In this way, today Tuesday, July 26, the dollar index rose 0.714% to 107.180 and the euro fell 0.98% to 1.012 dollars, according to a Reuters report.
Everything points to the Fed raising interest rates on Wednesday by at least 75 basis points as inflation remains high.
The announcement of Federal Open Market Committee (FOMC) and Fed Chairman Jerome Powell’s subsequent press conference will also be closely watched as the market tries to gauge the possibility that this aggressive tightening will plunge the world’s largest economy and main engine of global growth into a recession
Concerns about the state of the US economy have dampened some expectations about the Fed’s next monetary policy tightening, as traders worry that aggressive rate hikes aimed at cooling runaway inflation could cause growth to retrace.

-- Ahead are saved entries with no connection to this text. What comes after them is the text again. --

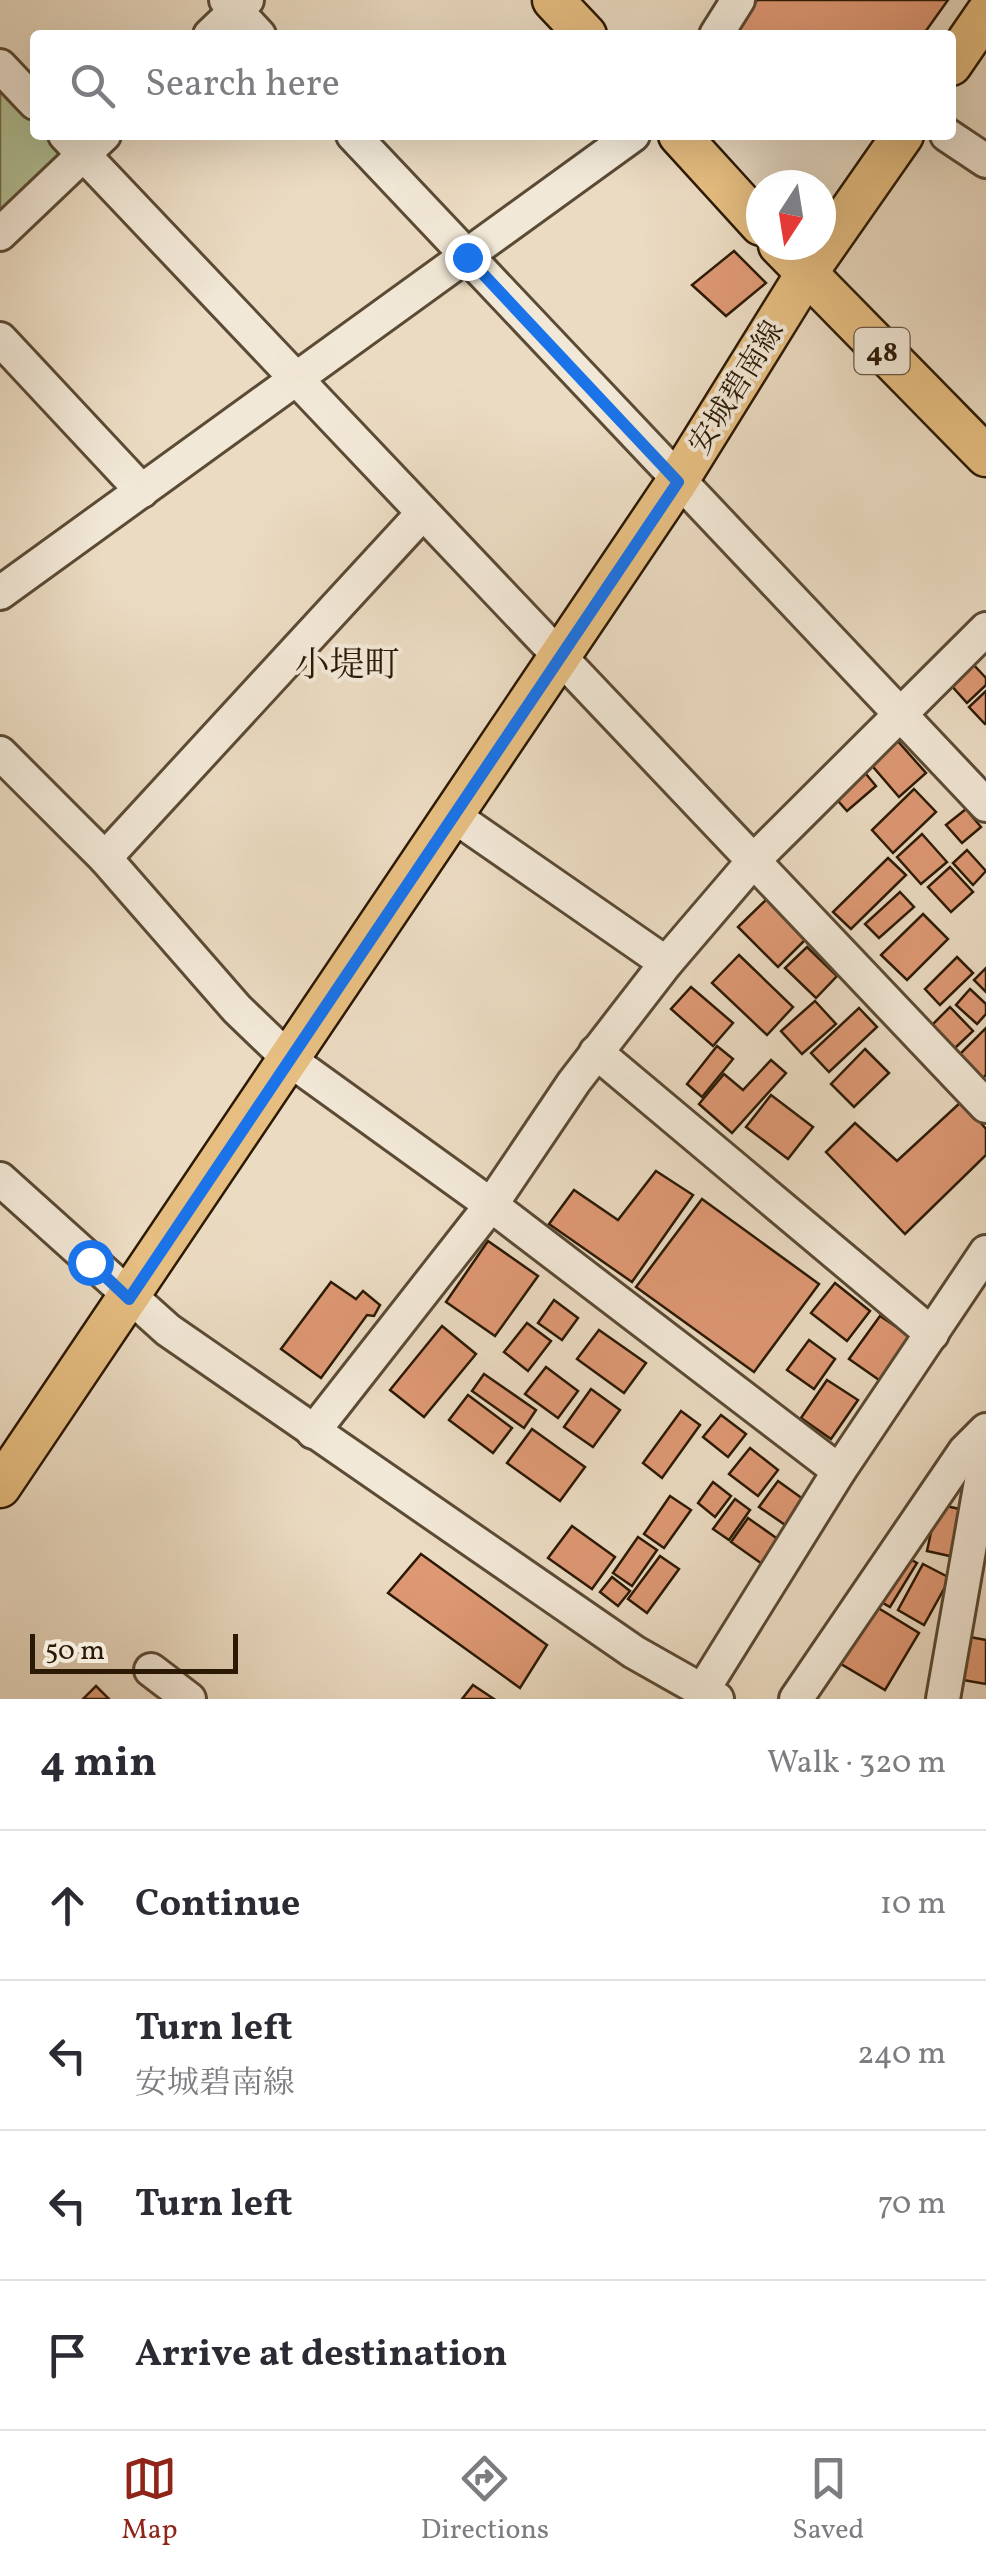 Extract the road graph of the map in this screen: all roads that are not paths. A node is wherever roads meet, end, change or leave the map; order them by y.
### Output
1 (554, 0) edge
2 (738, 0) edge
3 (236, 4) edge
4 (986, 14) edge
5 (214, 30) edge
6 (255, 30) edge
7 (581, 30) edge
8 (719, 30) edge
9 (956, 59) edge
10 (0, 66) edge
11 (30, 98) edge
12 (357, 140) edge
13 (626, 140) edge
14 (684, 140) edge
15 (900, 140) edge
16 (954, 140) edge
17 (84, 142) edge
18 (986, 161) edge
19 (746, 209) edge
20 (836, 211) edge
21 (0, 234) edge
22 (467, 257) junction
23 (792, 260) edge
24 (0, 339) edge
25 (294, 378) junction
26 (986, 456) edge
27 (678, 482) junction
28 (142, 491) junction
29 (422, 514) junction
30 (0, 593) edge
31 (986, 630) edge
32 (556, 657) junction
33 (900, 711) junction
34 (0, 754) edge
35 (986, 805) edge
36 (451, 814) junction
37 (105, 858) junction
38 (755, 859) junction
39 (666, 963) junction
40 (596, 1052) junction
41 (290, 1060) junction
42 (986, 1106) edge
43 (0, 1180) edge
44 (491, 1205) junction
45 (986, 1252) edge
46 (129, 1299) junction
47 (932, 1334) junction
48 (986, 1430) edge
49 (313, 1432) junction
50 (986, 1453) edge
51 (839, 1471) junction
52 (0, 1487) edge
53 (151, 1670) dead end
54 (709, 1696) edge
55 (189, 1699) edge
56 (796, 1699) edge
57 (943, 1699) edge

1 - 7 main road
2 - 8 street
3 - 5 street
3 - 6 street
4 - 9 main road
10 - 11 street
12 - 22 street
13 - 22 street
14 - 19 main road
15 - 20 main road, 安城碧南線
16 - 18 street
17 - 21 street
17 - 25 street
22 - 25 street
22 - 27 street
23 - 26 main road, 48
23 - 27 main road, 安城碧南線
24 - 28 street
25 - 28 street
25 - 29 street
27 - 32 main road, 安城碧南線
27 - 33 street
28 - 30 street
29 - 32 street
29 - 37 street
31 - 33 street
32 - 36 main road, 安城碧南線
32 - 38 street
33 - 35 street
33 - 38 street
34 - 37 street
36 - 39 street
36 - 41 main road, 安城碧南線
37 - 41 street
38 - 39 street
38 - 42 street
39 - 40 street
40 - 44 street
40 - 47 street
41 - 44 street
41 - 46 main road, 安城碧南線
43 - 46 street
44 - 49 street
44 - 51 street
45 - 47 street
46 - 49 street
46 - 52 main road, 安城碧南線
47 - 51 street
48 - 56 street
49 - 54 street
50 - 57 street
51 - 54 street
53 - 55 street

These fears have helped support the dollar, which investors see as a relative safe haven, according to analysis reported on Investing.com.
The Fed is widely expected to raise interest rates by 75 basis points, with investors keeping a close eye on the central bank’s forward guidance as it grapples with high inflation and the potential for a recession. It should be remembered that last week the European Central Bank (ECB) raised rates by 50 basis points.
“The writing is on the wall for the euro. I know it’s been a punching bag for quite some time, but these growth concerns aren’t going to get any better, the energy crisis looks like it’s only going to get worse,” said Edward Moya, senior market analyst at Oanda in New York.
With information from Investing.com and Reuters.